[Images with keypoint coordinates]

• • • •

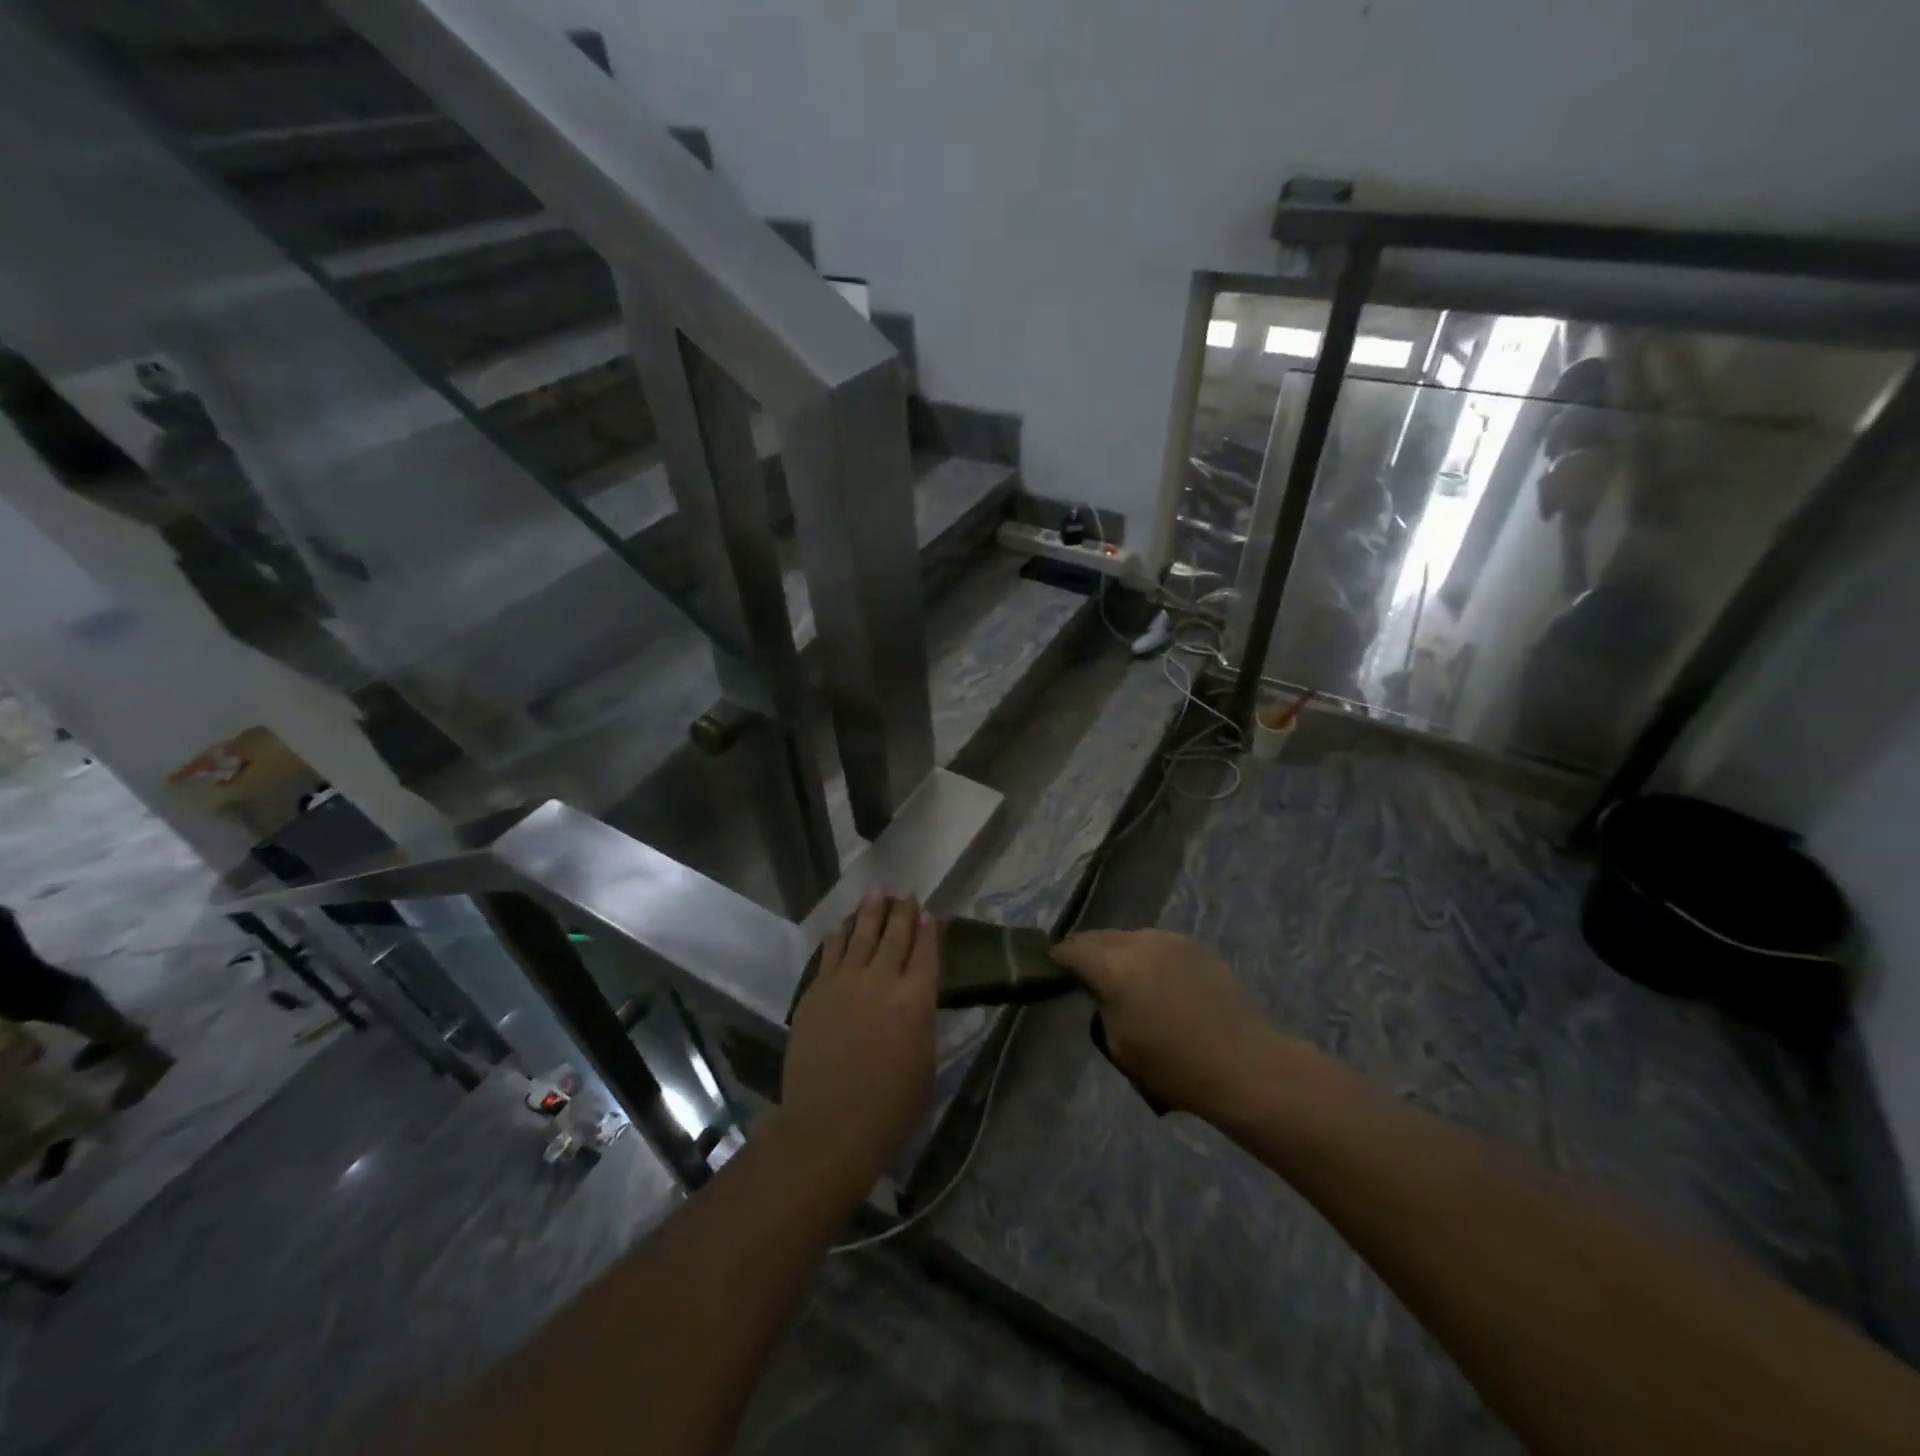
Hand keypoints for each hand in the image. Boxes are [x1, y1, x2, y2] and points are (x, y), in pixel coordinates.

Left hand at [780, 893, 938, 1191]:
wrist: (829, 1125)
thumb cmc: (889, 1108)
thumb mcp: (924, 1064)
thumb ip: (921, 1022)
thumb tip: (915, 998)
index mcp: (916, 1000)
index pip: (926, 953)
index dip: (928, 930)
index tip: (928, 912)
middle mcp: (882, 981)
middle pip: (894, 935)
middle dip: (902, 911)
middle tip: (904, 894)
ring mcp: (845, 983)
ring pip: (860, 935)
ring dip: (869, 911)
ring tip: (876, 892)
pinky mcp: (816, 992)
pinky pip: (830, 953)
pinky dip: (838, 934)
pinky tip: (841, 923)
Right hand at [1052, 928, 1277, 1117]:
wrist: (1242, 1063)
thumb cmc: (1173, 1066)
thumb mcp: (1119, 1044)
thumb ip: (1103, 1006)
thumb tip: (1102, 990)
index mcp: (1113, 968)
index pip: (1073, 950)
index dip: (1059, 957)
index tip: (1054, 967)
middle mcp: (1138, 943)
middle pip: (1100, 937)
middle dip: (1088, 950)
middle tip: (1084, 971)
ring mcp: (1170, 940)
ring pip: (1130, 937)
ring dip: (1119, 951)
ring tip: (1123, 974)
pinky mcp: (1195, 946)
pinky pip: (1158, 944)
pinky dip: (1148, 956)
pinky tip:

• • • •

_Task item:_ Starting at the line that contains "ring dip: (1119, 951)", copy each line through the last one in the records, exactly, and output nothing else.

_Answer to this task:_
ring dip: (1119, 951)
ring tip: (1123, 974)
pinky mcp: (1195, 946)
pinky pip: (1158, 944)
pinky dip: (1148, 956)
pinky tip:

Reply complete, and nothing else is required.